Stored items
■ ■ ■

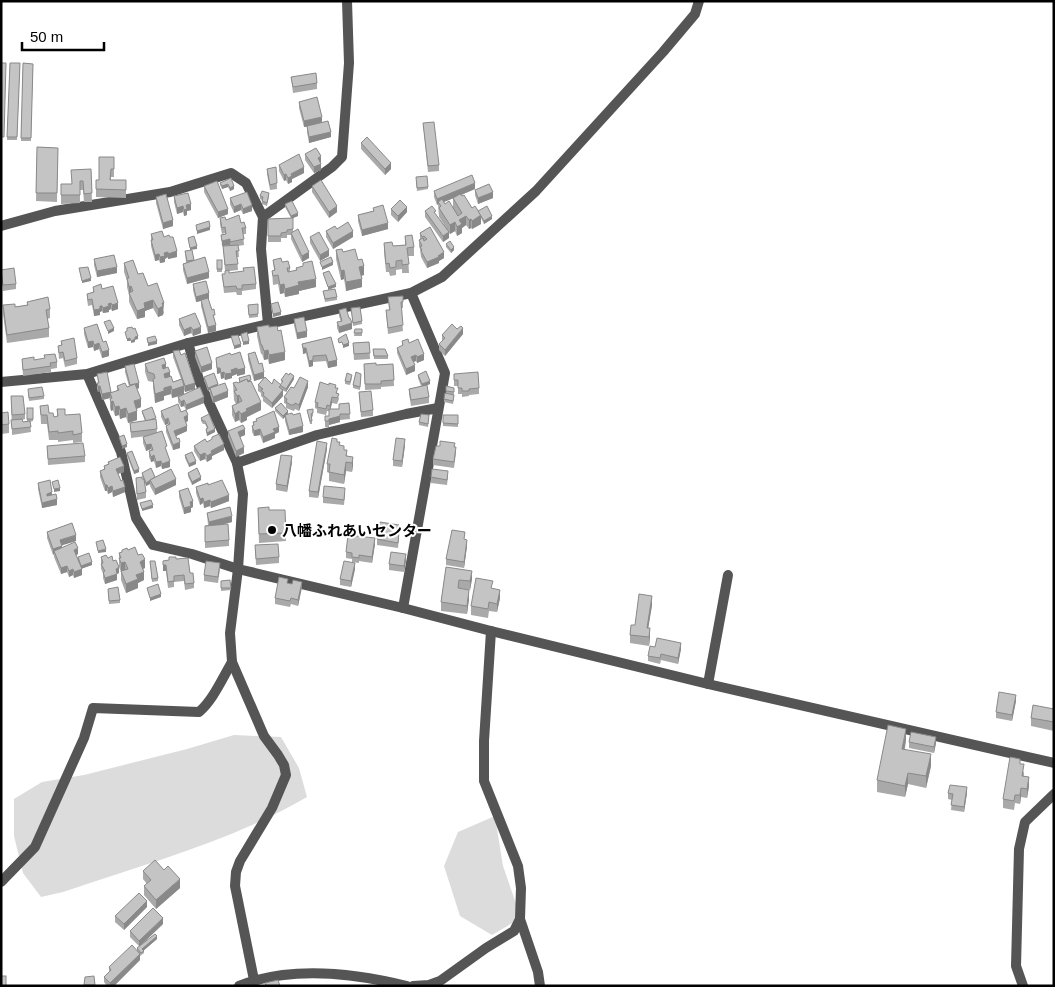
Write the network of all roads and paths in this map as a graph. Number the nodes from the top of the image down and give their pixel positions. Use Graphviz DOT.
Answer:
graph roads {
  1 [pos="347,1"];
  2 [pos="699,1"];
  3 [pos="264,217"];
  4 [pos="1,226"];
  5 [pos="412,293"];
  6 [pos="268,324"];
  7 [pos="188,343"];
  8 [pos="87,374"];
  9 [pos="1,382"];
  10 [pos="438,408"];
  11 [pos="237,463"];
  12 [pos="238,569"];
  13 [pos="728,575"];
  14 [pos="403,608"];
  15 [pos="491,631"];
  16 [pos="232,662"];
  17 [pos="708,684"];
  18 [pos="1054,763"];
  19 [pos="1054,794"];
  20 [pos="1,882"];
  21 [pos="520,919"];
  22 [pos="254,980"];
  23 [pos="239,986"];
  24 [pos="407,986"];
  25 [pos="413,986"];
  26 [pos="540,986"];
  27 [pos="1023,986"];
  1 -- 3 [label="street"];
  2 -- 5 [label="street"];
  3 -- 4 [label="street"];
  3 -- 6 [label="street"];
  5 -- 6 [label="street"];
  5 -- 10 [label="street"];
  6 -- 7 [label="street"];
  7 -- 8 [label="street"];
  7 -- 11 [label="street"];
  8 -- 9 [label="street"];
  8 -- 12 [label="street"];
  10 -- 11 [label="street"];
  10 -- 14 [label="street"];
  11 -- 12 [label="street"];
  12 -- 14 [label="street"];
  12 -- 16 [label="street"];
  13 -- 17 [label="street"];
  14 -- 15 [label="street"];
  15 -- 17 [label="street"];
  15 -- 21 [label="street"];
  16 -- 20 [label="street"];
  16 -- 22 [label="street"];
  17 -- 18 [label="street"];
  19 -- 27 [label="street"];
  21 -- 25 [label="street"];
  21 -- 26 [label="street"];
  22 -- 23 [label="street"];
  22 -- 24 [label="street"];
}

■ ■ ■

TASK OBJECTIVE:
Which lines of the records above hold the word "roads"? Copy each one out.

EXERCISE RESULT:
Write the network of all roads and paths in this map as a graph. Number the nodes from the top of the image down and give their pixel positions. Use Graphviz DOT.
graph roads {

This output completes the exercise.